### Records from a data source
- Opening Delimiter -
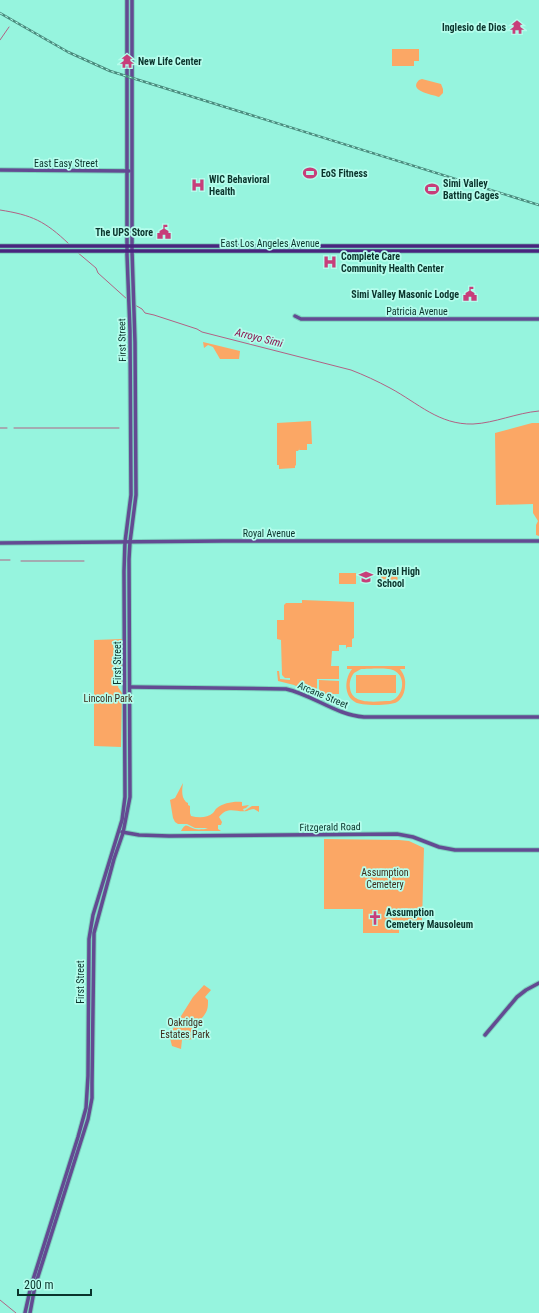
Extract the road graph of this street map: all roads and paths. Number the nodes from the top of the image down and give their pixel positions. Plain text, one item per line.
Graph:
1 (127, 0) edge
2 (132, 0) edge
3 (127, 11) junction
4 (132, 11) junction
5 (132, 43) junction
6 (127, 46) junction
7 (0, 170) edge
8 (127, 171) junction
9 (132, 171) junction
10 (0, 246) edge
11 (127, 246) junction
12 (132, 246) junction
13 (539, 246) edge
14 (360, 248) junction
15 (0, 251) edge
16 (127, 251) junction
17 (132, 251) junction
18 (539, 251) edge
19 (296, 316) dead end
20 (539, 319) edge
21 (539, 541) edge
22 (125, 542) junction
23 (130, 542) junction
24 (0, 543) edge
25 (125, 687) junction
26 (130, 687) junction
27 (539, 717) edge
28 (119, 831) junction
29 (123, 833) junction
30 (539, 850) edge
31 (539, 983) edge
32 (485, 1035) dead end
33 (25, 1313) edge
34 (30, 1313) edge

1 - 3 main road, First Street
2 - 4 main road
3 - 4 main road
3 - 6 main road, First Street
4 - 5 main road, First Street
5 - 6 main road
5 - 9 main road, First Street
6 - 8 main road, First Street
7 - 8 main road, East Easy Street
8 - 9 main road, East Easy Street
8 - 11 main road, First Street
9 - 12 main road, First Street
10 - 11 main road, East Los Angeles Avenue
11 - 12 main road, East Los Angeles Avenue
11 - 16 main road, First Street
12 - 14 main road, East Los Angeles Avenue
12 - 17 main road, First Street
13 - 14 main road, East Los Angeles Avenue
14 - 17 main road, East Los Angeles Avenue
14 - 18 main road, East Los Angeles Avenue
15 - 16 main road, East Los Angeles Avenue
16 - 17 main road, East Los Angeles Avenue
16 - 22 main road, First Street
17 - 23 main road, First Street
19 - 20 main road, Patricia Avenue
21 - 23 main road, Royal Avenue
22 - 23 main road, Royal Avenue
22 - 24 main road, Royal Avenue
22 - 25 main road, First Street
23 - 26 main road, First Street
25 - 26 main road, Arcane Street
25 - 28 main road, First Street
26 - 27 main road, Arcane Street
26 - 29 main road, First Street
28 - 29 main road, Fitzgerald Road
28 - 33 main road, First Street
29 - 30 main road, Fitzgerald Road
29 - 34 main road, First Street
31 - 32 main road

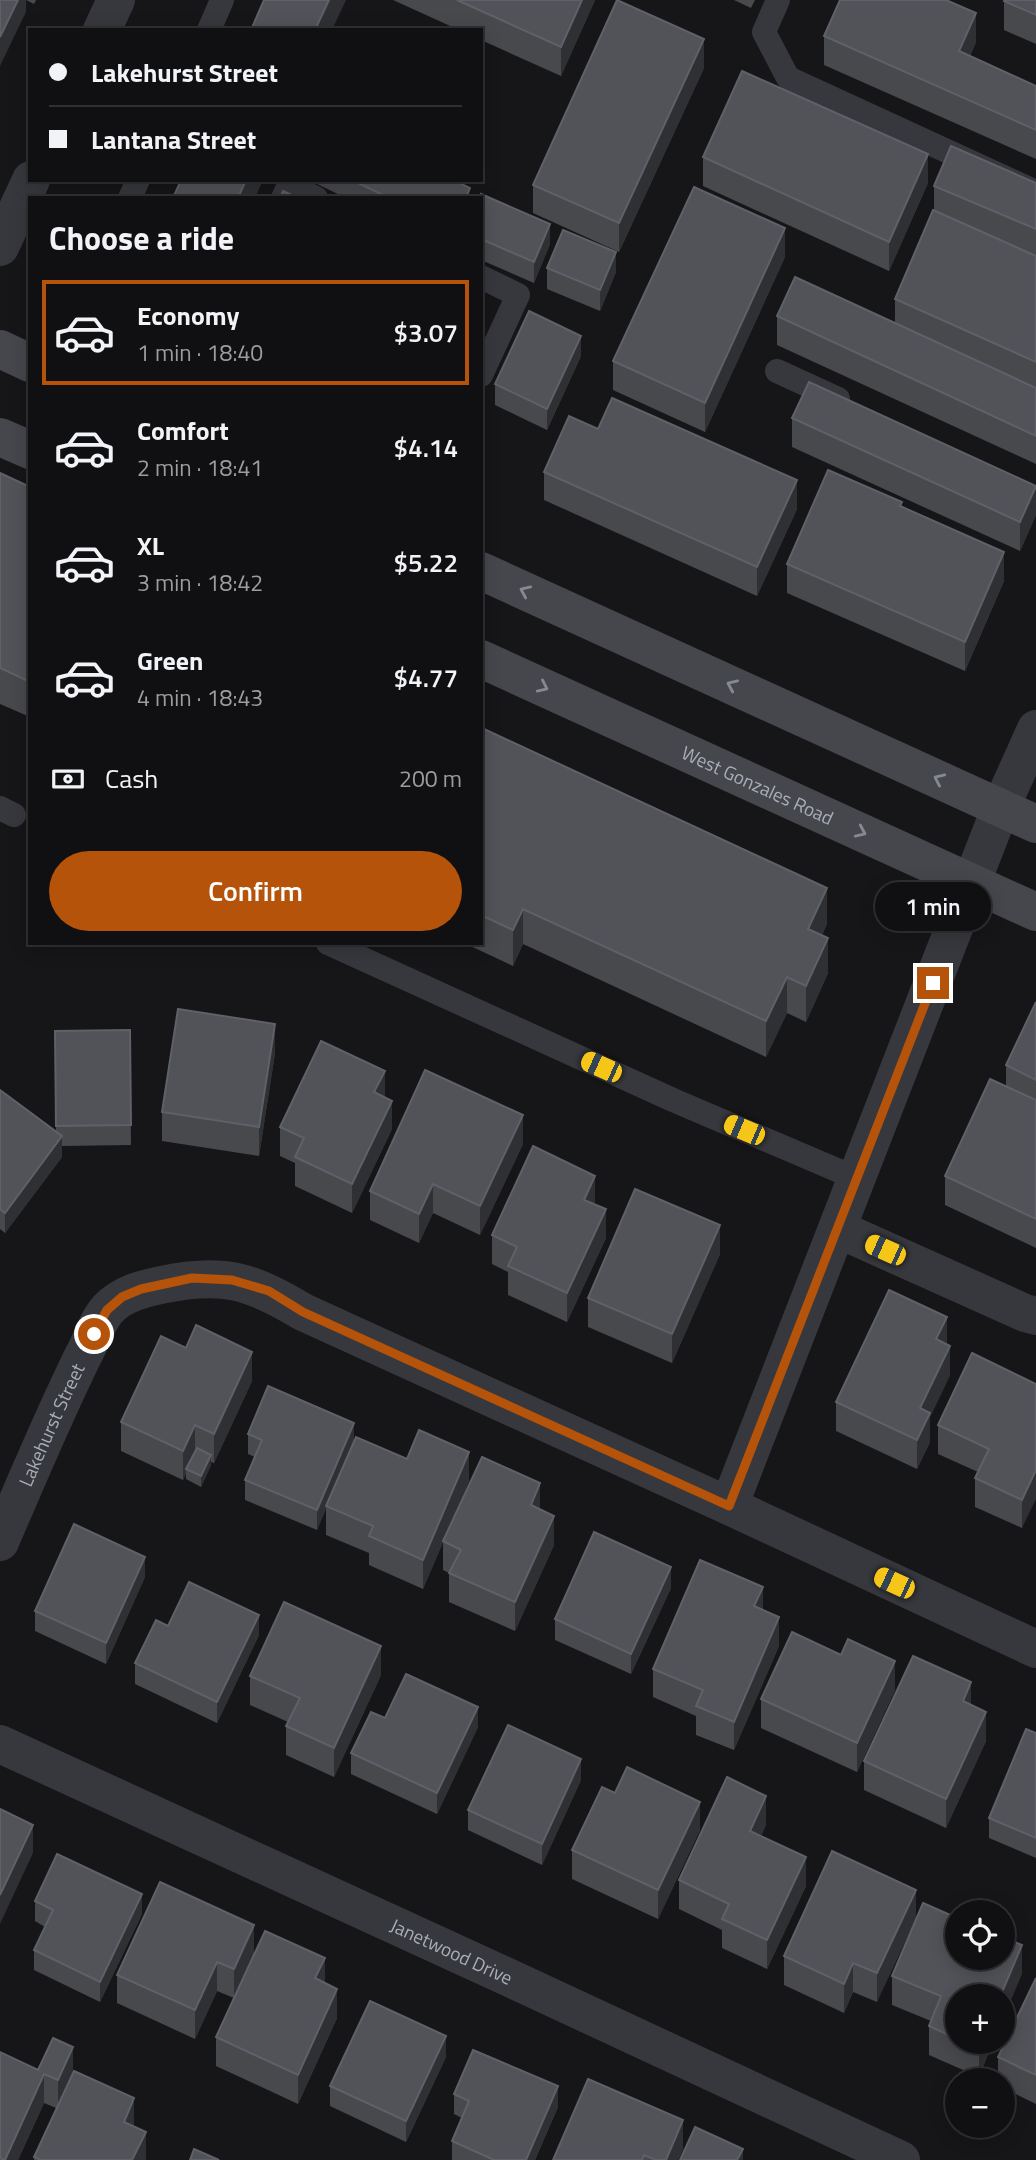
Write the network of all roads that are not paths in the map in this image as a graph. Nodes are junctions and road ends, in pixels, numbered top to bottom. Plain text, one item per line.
1 (116, 0) edge
2 (222, 0) edge
3 (778, 0) edge
4 (103, 28) edge
5 (209, 28) edge
6 (1036, 192) edge
7 (284, 196) edge
8 (312, 196) edge
9 (483, 278) edge
10 (0, 349) edge
11 (28, 362) edge
12 (483, 370) edge
13 (777, 371) dead end
14 (863, 410) edge
15 (0, 437) edge
16 (28, 449) edge
17 (483, 572) edge
18 (483, 660) edge
19 (1036, 729) edge
20 (1001, 807) junction
21 (1036, 824) edge
22 (972, 882) junction
23 (1036, 912) edge
24 (334, 945) edge
25 (858, 1179) junction
26 (838, 1229) junction
27 (1036, 1316) edge
28 (729, 1506) junction
29 (0, 1542) edge
30 (1036, 1649) edge
31 (0, 1745) edge
32 (901, 2160) edge

1 - 4 street
2 - 5 lane
3 - 6 lane
7 - 8 lane
9 - 12 lane
10 - 11 main road
13 - 14 lane
15 - 16 main road
20 -> 17 main road
18 -> 22 main road, West Gonzales Road
19 - 20 street
20 - 21 main road
20 - 22 street
22 - 23 main road, West Gonzales Road
22 - 25 street
24 - 25 lane
25 - 26 street
26 - 27 street
26 - 28 street
28 - 29 street, Lakehurst Street
28 - 30 street, Lakehurst Street
31 - 32 street, Janetwood Drive

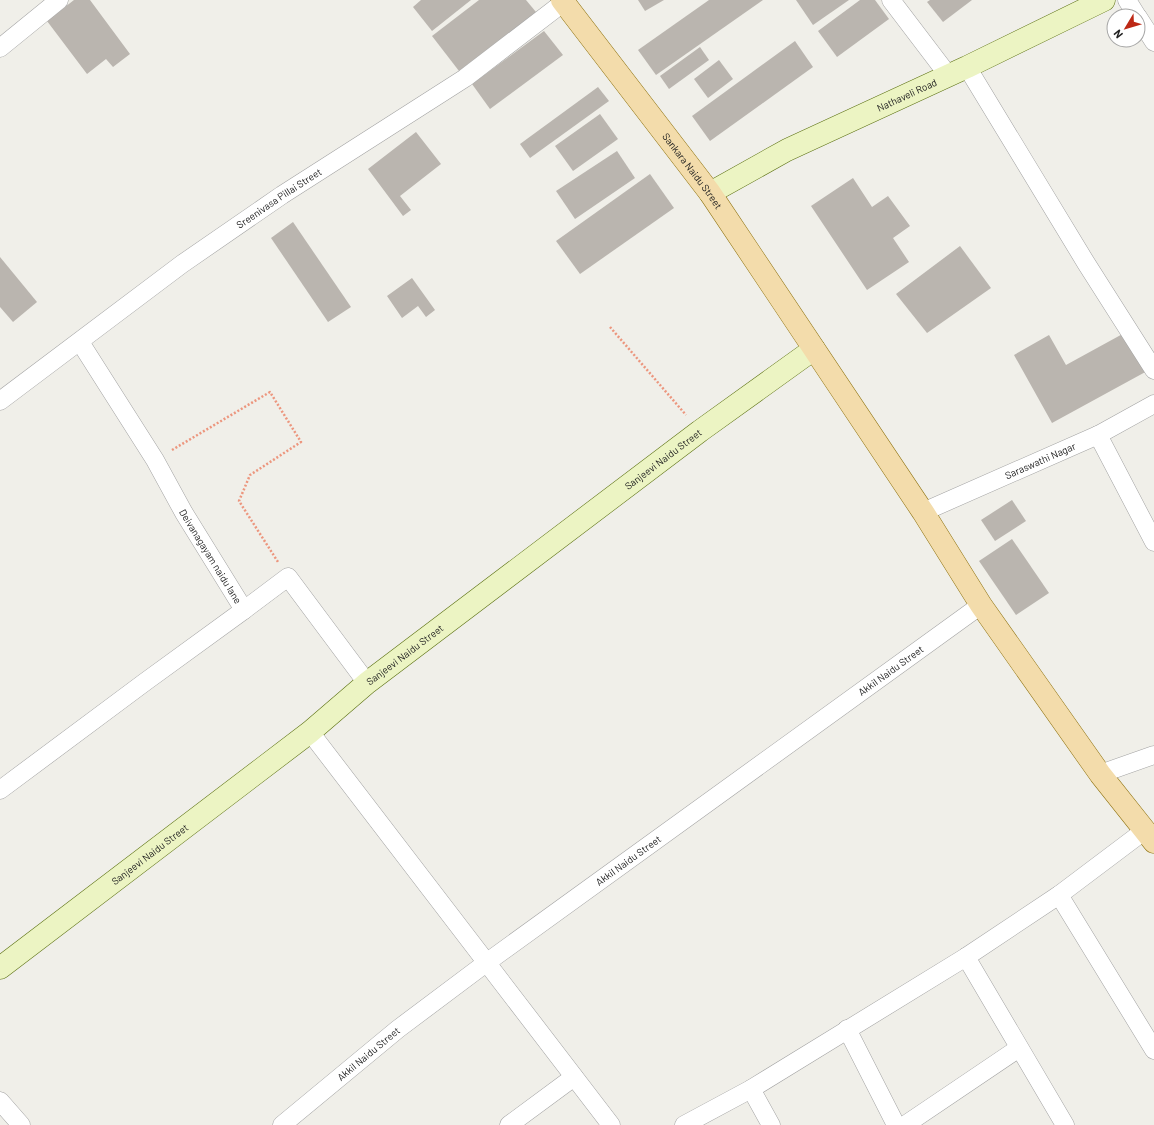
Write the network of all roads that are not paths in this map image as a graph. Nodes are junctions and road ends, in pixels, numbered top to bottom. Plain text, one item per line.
1 (59, 0) edge
2 (891, 0) edge
3 (1103, 0) edge
4 (563, 1) edge
5 (1146, 29) edge
6 (1154, 42) edge
7 (0, 48) edge
8 (957, 71) junction
9 (710, 193) junction
10 (80, 342) junction
11 (814, 349) junction
12 (1154, 370) edge
13 (0, 401) edge
14 (1154, 404) edge
15 (1098, 435) junction
16 (923, 512) junction
17 (1154, 542) edge
18 (981, 605) junction
19 (244, 610) junction
20 (367, 683) junction
21 (310, 732) junction
22 (1154, 754) edge
23 (1100, 774) junction
24 (0, 790) edge
25 (1149, 837) edge
26 (1059, 895) junction
27 (966, 957) junction
28 (486, 963) junction
29 (0, 968) edge
30 (847, 1029) junction
31 (1020, 1048) junction
32 (1154, 1050) edge
33 (574, 1077) junction
34 (751, 1089) junction
35 (0, 1100) edge
36 (21, 1125) edge
37 (282, 1125) edge
38 (509, 1125) edge
39 (611, 1125) edge
40 (684, 1125) edge
41 (771, 1125) edge
42 (896, 1125) edge
43 (905, 1125) edge
44 (1065, 1125) edge

1 - 7 street
2 - 8 street
3 - 8 main road, Nathaveli Road
4 - 9 main road, Sankara Naidu Street
4 - 10 street, Sreenivasa Pillai Street
5 - 6 street
8 - 9 main road, Nathaveli Road
8 - 12 street
9 - 11 main road, Sankara Naidu Street
10 - 13 street, Sreenivasa Pillai Street
10 - 19 street, Deivanagayam naidu lane
11 - 16 main road, Sankara Naidu Street
11 - 20 main road, Sanjeevi Naidu Street
14 - 15 street, Saraswathi Nagar
15 - 16 street, Saraswathi Nagar
15 - 17 street
16 - 18 main road, Sankara Naidu Street
18 - 23 main road, Sankara Naidu Street
18 - 28 street, Akkil Naidu Street
19 - 20 street, Deivanagayam naidu lane
19 - 24 street
20 - 21 main road, Sanjeevi Naidu Street
21 - 28 street
21 - 29 main road, Sanjeevi Naidu Street
22 - 23 street
23 - 25 main road, Sankara Naidu Street
25 - 26 street
26 - 27 street
26 - 32 street
27 - 30 street
27 - 31 street
28 - 33 street
28 - 37 street, Akkil Naidu Street
30 - 34 street
30 - 42 street
31 - 43 street
31 - 44 street
33 - 38 street
33 - 39 street
34 - 40 street
34 - 41 street
35 - 36 street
- Closing Delimiter -
### WHAT IS EXPECTED
Return the records above exactly as written. Do not include their images.

### THE ANSWER
Extract the road graph of this street map: all roads and paths. Number the nodes from the top of the image down and give their pixel positions. Plain text, one item per line.
Graph:
1 (127, 0) edge
2 (132, 0) edge
3 (127, 11) junction
4 (132, 11) junction
5 (132, 43) junction
6 (127, 46) junction
7 (0, 170) edge
8 (127, 171) junction
9 (132, 171) junction
10 (0, 246) edge
11 (127, 246) junction
12 (132, 246) junction
13 (539, 246) edge
14 (360, 248) junction
15 (0, 251) edge
16 (127, 251) junction
17 (132, 251) junction
18 (539, 251) edge
19 (296, 316) dead end
20 (539, 319) edge
21 (539, 541) edge
22 (125, 542) junction
23 (130, 542) junction
24 (0, 543) edge
25 (125, 687) junction
26 (130, 687) junction
27 (539, 717) edge
28 (119, 831) junction
29 (123, 833) junction
30 (539, 850) edge
31 (539, 983) edge
32 (485, 1035) dead end
33 (25, 1313) edge
34 (30, 1313) edge

1 - 3 main road, First Street
2 - 4 main road
3 - 4 main road
3 - 6 main road, First Street
4 - 5 main road, First Street
5 - 6 main road
5 - 9 main road, First Street
6 - 8 main road, First Street
7 - 8 main road, East Easy Street
8 - 9 main road, East Easy Street
8 - 11 main road, First Street
9 - 12 main road, First Street
10 - 11 main road, East Los Angeles Avenue
11 - 12 main road, East Los Angeles Avenue
11 - 16 main road, First Street
12 - 14 main road, East Los Angeles Avenue
12 - 17 main road, First Street
13 - 14 main road, East Los Angeles Avenue
14 - 17 main road, East Los Angeles Avenue
14 - 18 main road, East Los Angeles Avenue
15 - 16 main road, East Los Angeles Avenue
16 - 17 main road, East Los Angeles Avenue
16 - 22 main road, First Street
17 - 23 main road, First Street
19 - 20 main road, Patricia Avenue
21 - 23 main road, Royal Avenue
22 - 23 main road, Royal Avenue
22 - 24 main road, Royal Avenue
22 - 25 main road, First Street
23 - 26 main road, First Street
25 - 26 main road, Arcane Street
25 - 28 main road, First Street
26 - 27 main road, Arcane Street
26 - 29 main road, First Street
28 - 29 main road, Fitzgerald Road
28 - 33 main road, First Street
29 - 30 main road, Fitzgerald Road
29 - 34 main road, First Street
31 - 32 main road

Write the network of all roads that are not paths in the map in this image as a graph. Nodes are junctions and road ends, in pixels, numbered top to bottom. Plain text, one item per line.
1 (116, 0) edge
2 (222, 0) edge
3 (778, 0) edge
4 (103, 28) edge
5 (209, 28) edge
6 (1036, 192) edge
7 (284, 196) edge
8 (312, 196) edge
9 (483, 278) edge
10 (0, 349) edge
11 (28, 362) edge
12 (483, 370) edge
13 (777, 371) dead end
14 (863, 410) edge
15 (0, 437) edge
16 (28, 449) edge
17 (483, 572) edge
18 (483, 660) edge
19 (1036, 729) edge
20 (1001, 807) junction
21 (1036, 824) edge
22 (972, 882) junction
23 (1036, 912) edge
24 (334, 945) edge
25 (858, 1179) junction
26 (838, 1229) junction
27 (1036, 1316) edge
28 (729, 1506) junction
29 (0, 1542) edge
30 (1036, 1649) edge
31 (0, 1745) edge
32 (901, 2160) edge

1 - 4 street
2 - 5 lane
3 - 6 lane
7 - 8 lane
9 - 12 lane
10 - 11 main road
13 - 14 lane
15 - 16 main road
20 -> 17 main road
18 -> 22 main road, West Gonzales Road
19 - 20 street
20 - 21 main road
20 - 22 street
22 - 23 main road, West Gonzales Road
22 - 25 street
24 - 25 lane
25 - 26 street
26 - 27 street
26 - 28 street
28 - 29 street, Lakehurst Street
28 - 30 street, Lakehurst Street
31 - 32 street, Janetwood Drive

Write the network of all roads that are not paths in this map image as a graph. Nodes are junctions and road ends, in pixels, numbered top to bottom. Plain text, one item per line.
1 (59, 0) edge
2 (891, 0) edge
3 (1103, 0) edge
4 (563, 1) edge
5 (1146, 29) edge
6 (1154, 42) edge
7 (0, 48) edge
8 (957, 71) junction
9 (710, 193) junction
10 (80, 342) junction
11 (814, 349) junction
12 (1154, 370) edge
13 (0, 401) edge
14 (1154, 404) edge
15 (1098, 435) junction
16 (923, 512) junction
17 (1154, 542) edge
18 (981, 605) junction
19 (244, 610) junction
20 (367, 683) junction
21 (310, 732) junction
22 (1154, 754) edge
23 (1100, 774) junction
24 (0, 790) edge
25 (1149, 837) edge
26 (1059, 895) junction
27 (966, 957) junction
28 (486, 963) junction
29 (0, 968) edge
30 (847, 1029) junction
31 (1020, 1048) junction
32 (1154, 1050) edge
33 (574, 1077) junction
34 (751, 1089) junction
35 (0, 1100) edge
36 (21, 1125) edge
37 (282, 1125) edge
38 (509, 1125) edge
39 (611, 1125) edge
40 (684, 1125) edge
41 (771, 1125) edge
42 (896, 1125) edge
43 (905, 1125) edge
44 (1065, 1125) edge

1 - 7 street
2 - 8 street
3 - 8 main road, Nathaveli Road
4 - 9 main road, Sankara Naidu Street
4 - 10 street, Sreenivasa Pillai Street
5 - 6 street
8 - 9 main road, Nathaveli Road
8 - 12 street
9 - 11 main road, Sankara Naidu Street
10 - 13 street, Sreenivasa Pillai Street
10 - 19 street, Deivanagayam naidu lane
11 - 16 main road, Sankara Naidu Street
11 - 20 main road, Sanjeevi Naidu Street
14 - 15 street, Saraswathi Nagar
15 - 16 street, Saraswathi Nagar
15 - 17 street
16 - 18 main road, Sankara Naidu Street
18 - 23 main road, Sankara Naidu Street
18 - 28 street, Akkil Naidu Street
19 - 20 street, Deivanagayam naidu lane
19 - 24 street
20 - 21 main road, Sanjeevi Naidu Street
21 - 28 street
21 - 29 main road, Sanjeevi Naidu Street
22 - 23 street
23 - 25 main road, Sankara Naidu Street
25 - 26 street
26 - 27 street
26 - 32 street
27 - 30 street
27 - 31 street
28 - 33 street
28 - 37 street, Akkil Naidu Street
30 - 34 street
30 - 42 street
31 - 43 street
31 - 44 street
33 - 38 street
33 - 39 street
34 - 40 street
34 - 41 street
35 - 36 street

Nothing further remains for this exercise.